I used to have 2 XL plastic crates in the back and I could actually have fit a L wire one in there as well for a total of 3 crates if needed but as I only have 2 dogs and really don't like the thought of not being able to get one out in case the hatch fails from an accident etc, I never needed 3 crates. 

I also have lots of room left in the back for my equipment bag and the dog's petstep 2 folding ramp. I would take a picture but its too cold out right now and I am all comfy in my nice warm house! But let me know if you are interested in seeing how my 4runner is set up with the 2 wire crates and I can.

If you can get a custom aluminum double crate built, that would be the best bet to take advantage of the space issues. I'm still hoiping to do this at one point, but it is quite costly so I'm waiting until the beast is paid off to do that.


----------



## Northern GSDs (Oct 30, 2008)

> Quoteand you won't make fun of me for considering getting a new car in order to transport my dogs like friends and coworkers will!)


No we won't!! I bought my 4runner for the DOGS more than for me!!


----------



## heather122 (Nov 6, 2009)

> Originally Posted By: sprzybylhaha love it guys! i knew hw innovative and creative you guys are... the ideas are inspiring! (and you won't make fun of me for considering getting a new car in order to transport my dogs like friends and coworkers will!)



I am in the market for a new car and since Sadie already doesn't fit well in my Honda Accord, I am going with an SUV too... All because of this silly puppy!


----------



## BowWowMeow (May 7, 2007)

I've been driving a 4x4 Toyota Tacoma for 22 years now!

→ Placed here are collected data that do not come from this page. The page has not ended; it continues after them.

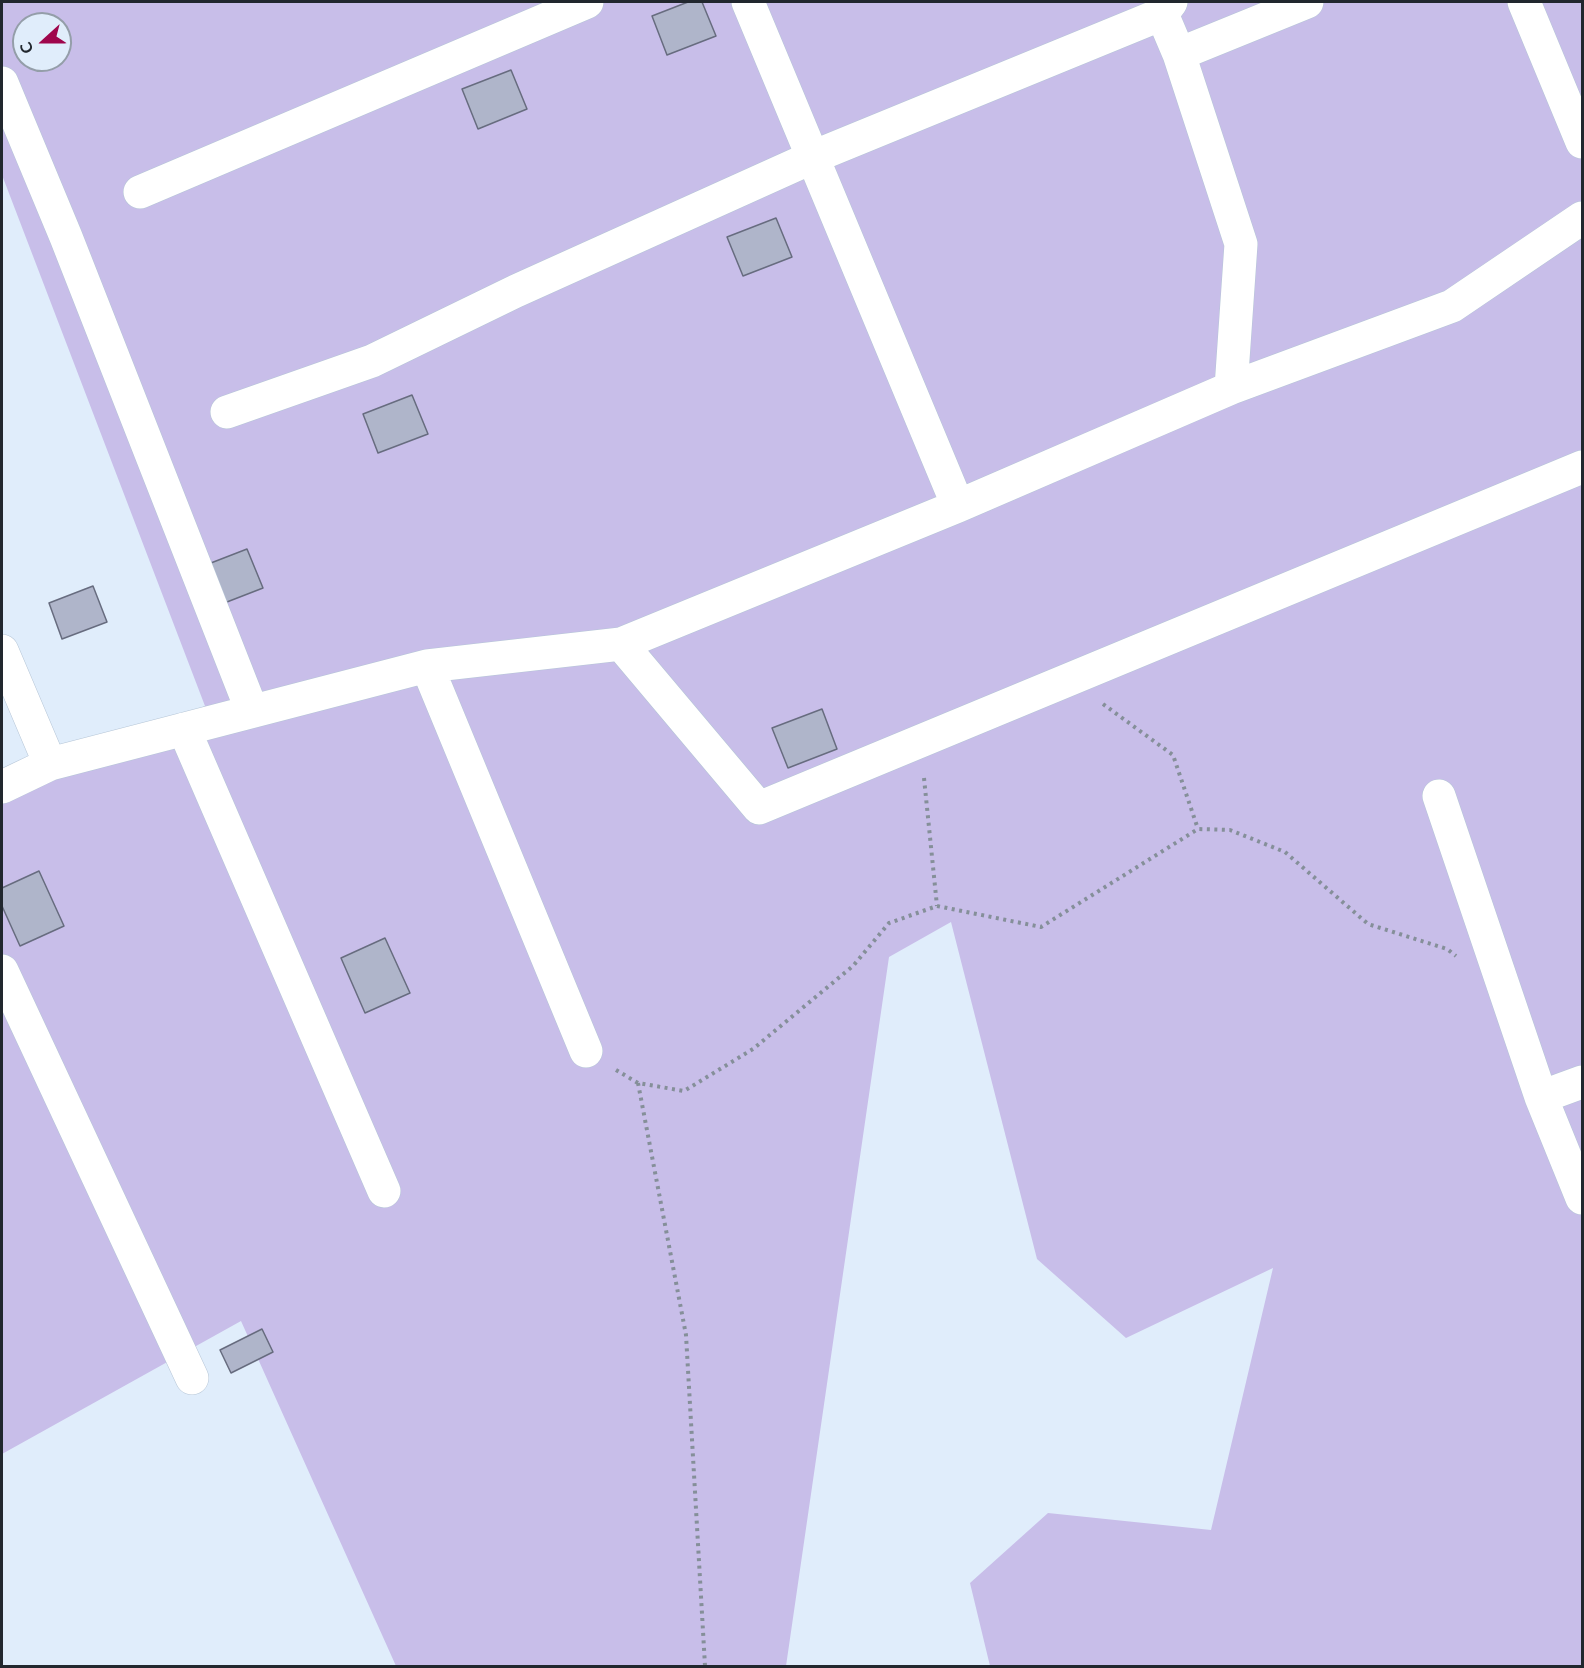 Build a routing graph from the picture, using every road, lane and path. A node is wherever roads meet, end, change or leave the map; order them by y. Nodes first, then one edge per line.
1 (587, 2) edge
2 (748, 2) edge
3 (1307, 2) edge
4 (1524, 2) edge
5 (1167, 8) edge
6 (1179, 54) junction
7 (2, 84) edge
8 (1582, 142) edge
9 (813, 157) junction
10 (140, 192) dead end
11 (1582, 218) edge
12 (1232, 388) junction
13 (227, 412) dead end
14 (1582, 467) edge
15 (958, 506) junction
16 (621, 644) junction
17 (2, 651) edge
18 (427, 666) junction
19 (1069, 679) junction
20 (252, 711) junction
21 (184, 729) junction
22 (920, 741) junction
23 (50, 764) junction
24 (2, 787) edge
25 (1439, 796) dead end
26 (1197, 829) junction
27 (937, 906) junction
28 (1456, 956) dead end
29 (2, 971) edge
30 (586, 1051) joint
31 (1582, 1082) edge
32 (638, 1083) junction
33 (1541, 1097) junction
34 (384, 1191) dead end
35 (1582, 1198) edge
36 (192, 1378) dead end
37 (705, 1666) edge

1 - 10 street
2 - 9 street
3 - 6 street
4 - 8 street
5 - 6 street
5 - 9 street
6 - 12 street
7 - 20 street
9 - 13 street
9 - 15 street
11 - 12 street
12 - 15 street
14 - 19 street
15 - 16 street
16 - 18 street
16 - 22 street
17 - 23 street
18 - 20 street
18 - 30 street
19 - 22 street
19 - 26 path
20 - 21 street
21 - 23 street
21 - 34 street
22 - 27 path
23 - 24 street
25 - 33 street
26 - 27 path
26 - 28 path
27 - 32 path
29 - 36 street
30 - 32 path
31 - 33 street
32 - 37 path
33 - 35 street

I'm on my third one. I have an insulated fiberglass topper with full sliders and a mattress and bedding in the back for the dogs. 

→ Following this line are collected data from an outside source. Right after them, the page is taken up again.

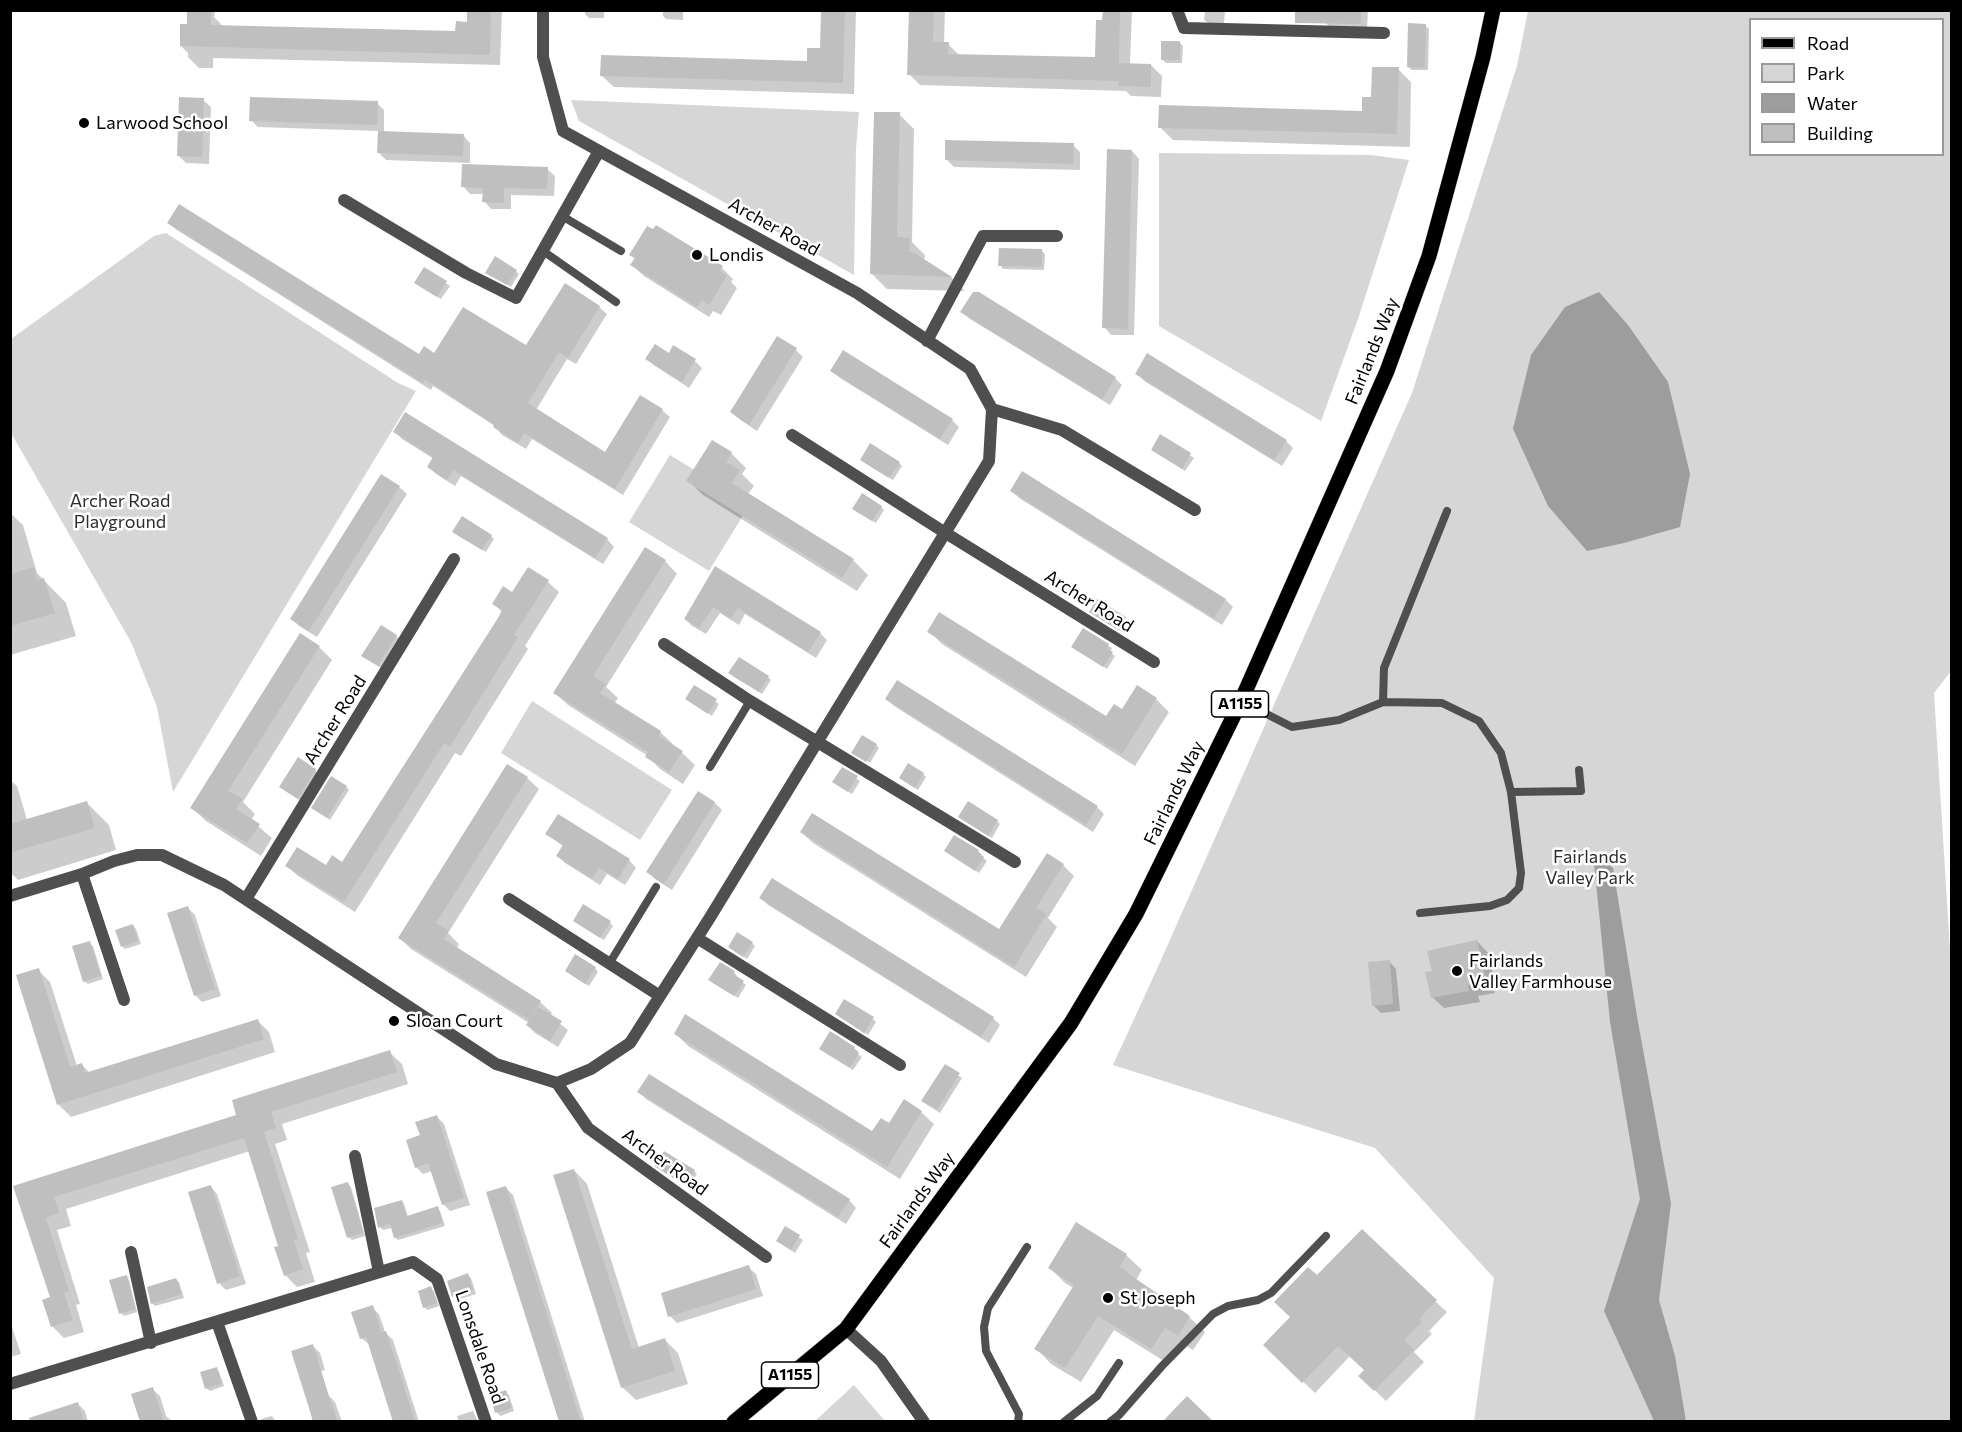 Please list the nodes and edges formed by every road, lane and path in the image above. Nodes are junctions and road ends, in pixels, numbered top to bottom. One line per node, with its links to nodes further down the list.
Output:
1 (543, 10): 5 (street, Archer Road)
2 (1177, 10): 4 (street)
3 (1493, 10): 22 (main road, Fairlands Way / A1155)
4 (1384, 33)
5 (599, 151): 7 (street); 12 (street, Archer Road)
6 (344, 200): 9 (street)
7 (562, 216): 9 (street); 10 (lane)
8 (1057, 236): 12 (street)
9 (543, 251): 11 (lane)
10 (621, 251)
11 (616, 302)
12 (927, 341): 13 (street, Archer Road)
13 (992, 409): 15 (street); 17 (street)
14 (792, 435): 17 (street, Archer Road)
15 (1195, 510)
16 (1447, 511): 23 (lane)
17 (944, 532): 20 (street, Archer Road); 24 (street)
18 (454, 560): 32 (street, Archer Road)
19 (664, 644): 21 (street)
20 (1154, 662)
21 (750, 701): 24 (street); 25 (lane)
22 (1241, 701): 23 (lane); 48 (main road, Fairlands Way / A1155)
23 (1383, 702): 27 (lane)
24 (817, 740): 28 (street); 35 (street)
25 (710, 767)
26 (1579, 770): 27 (lane)
27 (1511, 792): 34 (lane)
28 (1015, 862)
29 (82, 874): 31 (street); 32 (street); 38 (street)
30 (656, 887): 36 (lane)
31 (10, 896)
32 (246, 899): 40 (street)
33 (509, 899): 36 (street)
34 (1420, 913)
35 (697, 938): 37 (street); 39 (street)
36 (609, 964): 37 (street)
37 (660, 996): 40 (street)
38 (124, 1000)
39 (900, 1065)
40 (557, 1083): 45 (street, Archer Road)
41 (355, 1156): 46 (street)
42 (1326, 1236): 58 (lane)
43 (1027, 1247): 56 (lane)
44 (131, 1252): 49 (street)
45 (766, 1257)
46 (379, 1272): 47 (street, Lonsdale Road); 53 (street, Lonsdale Road)
47 (217, 1322): 49 (street, Lonsdale Road); 52 (street)
48 (846, 1329): 54 (main road, Fairlands Way / A1155); 55 (street)
49 (151, 1343): 51 (street, Lonsdale Road)
50 (1119, 1363): 57 (lane)
51 (10, 1384)
52 (252, 1422)
53 (486, 1422)
54 (734, 1422)
55 (924, 1422)
56 (1018, 1422)
57 (1064, 1422)
58 (1110, 1422)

Here's my set-up (Rafi and our little friend Lucy were having a picnic in the back of the truck)










And here is another view:


----------



## Mandalay (Apr 21, 2008)

> Originally Posted By: Chicagocanine if you use a crate try to use one made for a car and secure it well. I have heard of a number of cases where a wire or vari-kennel type if crate either broke open or bent enough in an accident for the dog to escape, and they ended up loose on the highway.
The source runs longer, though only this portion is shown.